To his slight surprise he was met with three questions, delivered in a rather abrupt fashion: “Who are you? Where d’you come from? Where are you going?” Dza Paltrül replied: “I’m the one you’re looking at; I come from down there aways; and it looks as if I shall be headed back pretty soon.” The monk paused momentarily, but soon thought up another three questions which he issued with a sneer: “Where were you born? To what do you owe your appearance? And why have you come here?” Dza Paltrül replied: “I was born on the earth; I owe my appearance to default; and my presence here has no significance.” The monk now looked distinctly on edge, so he dredged up another set of questions: “What is your name? What is your meditation? And who is your Lama?” he barked. Dza Paltrül’s immediate reply was: “You can called me whatever you like. My meditation is whatever arises in my mind, and my Lama is no different from that.”

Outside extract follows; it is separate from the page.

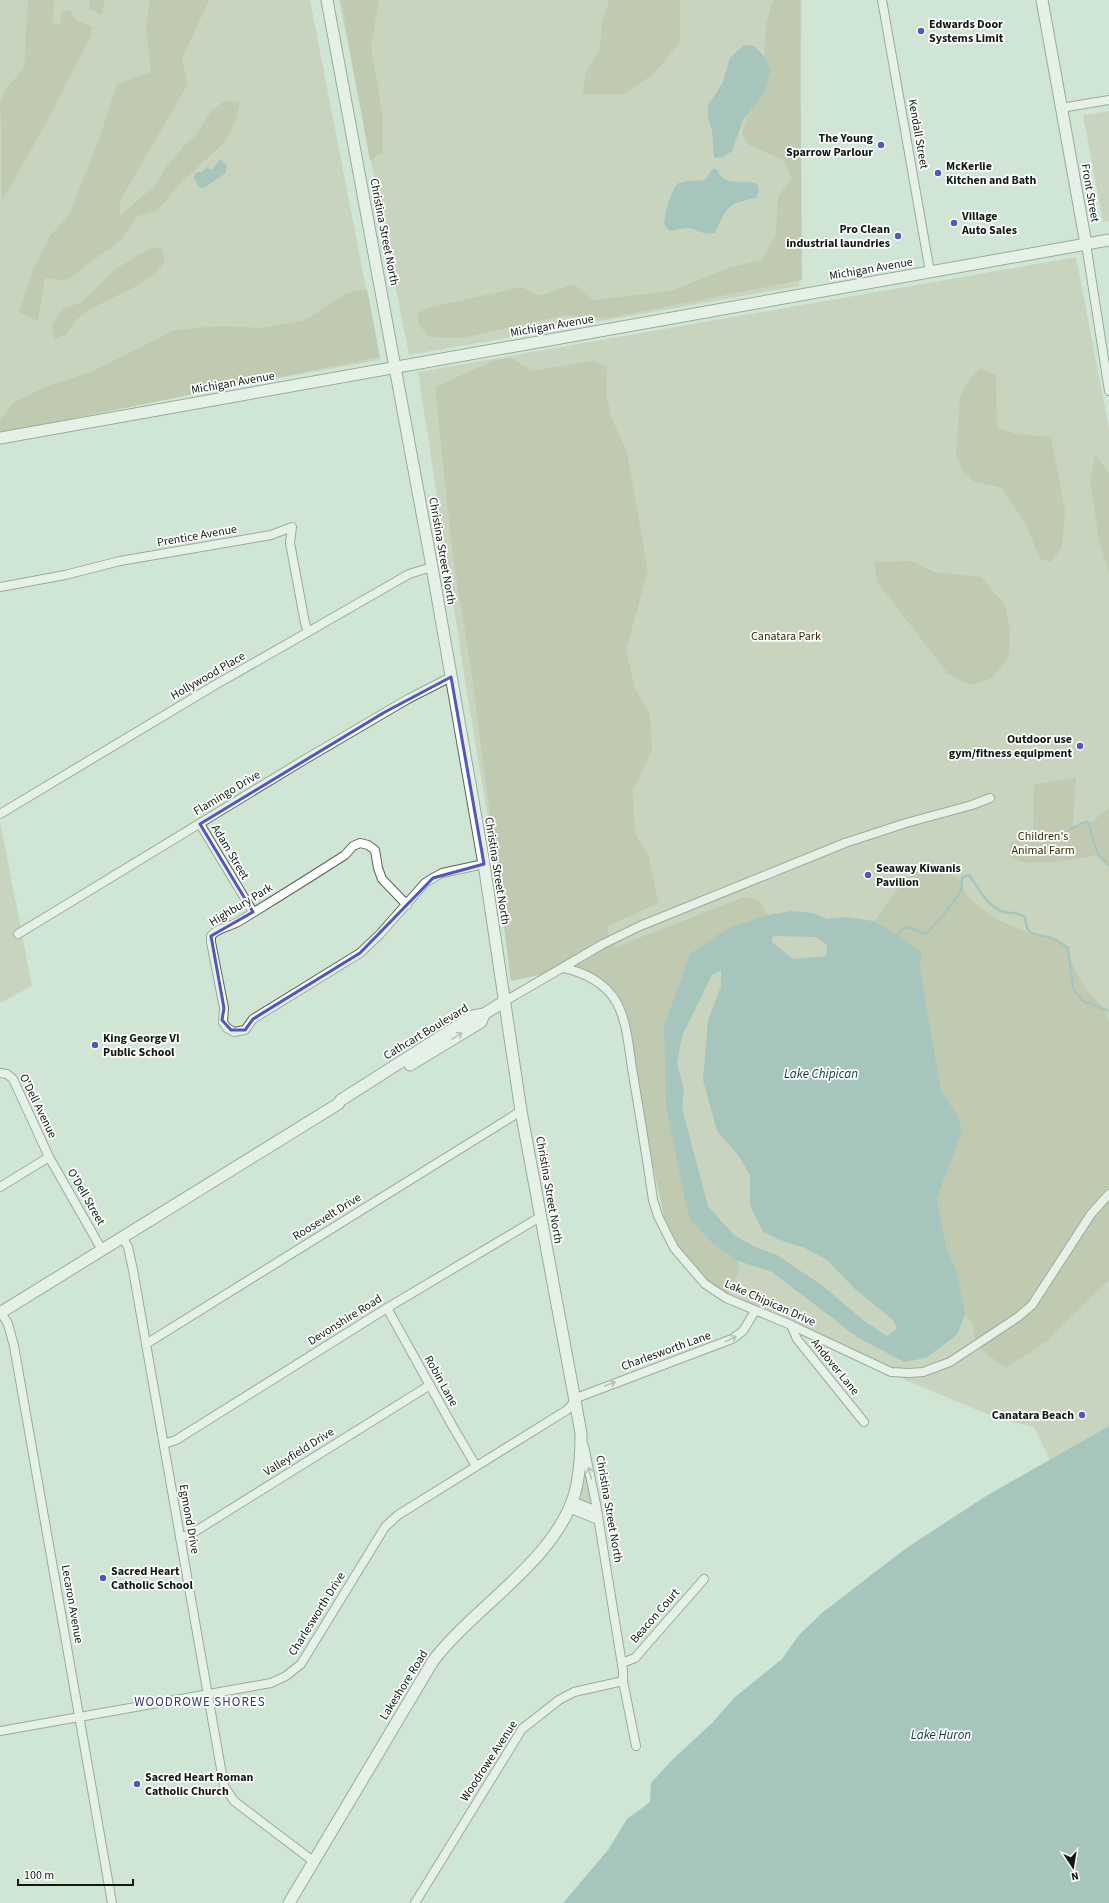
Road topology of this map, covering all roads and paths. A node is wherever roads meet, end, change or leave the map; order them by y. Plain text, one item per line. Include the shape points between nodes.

This silenced the monk completely, and so Dza Paltrül decided to ask him a question: “Why... do you live in poverty in a miserable cave, in this remote and desolate place?” The monk looked somewhat relieved, and answered Paltrül, jeering: “To practice virtue, to live in peace, and to avoid fools like you!” Dza Paltrül composed a series of gesticulations that indicated something to the effect of: ‘How could I have been so foolish not to have understood’. He apologised for disturbing the monk, but enquired as to whether he might prevail upon his revered colleague to reveal the exalted nature of his practice.

The monk adopted a haughty expression and appraised Paltrül of the fact that he had spent the last twenty years there: “...perfecting the attainment of patience in all things,” and admonished Paltrül to do likewise. At this Dza Paltrül could no longer contain his amusement, and chuckled: “How could a pair of clowns like us ever achieve that!” This was too much for the monk – he became thoroughly enraged and cursed Dza Paltrül in the vilest manner, for what he deemed gross spiritual misconduct. The monk demanded whether Paltrül had no shame in the presence of a real practitioner, and gave vent to a further torrent of unseemly invective.

Paltrül listened patiently to the conclusion of the monk’s tirade, and apologised for his intrusion, and inappropriate behaviour. He allowed that his only excuse was ignorance of such profound manifestations of ‘perfect patience’ as he had witnessed in the monk.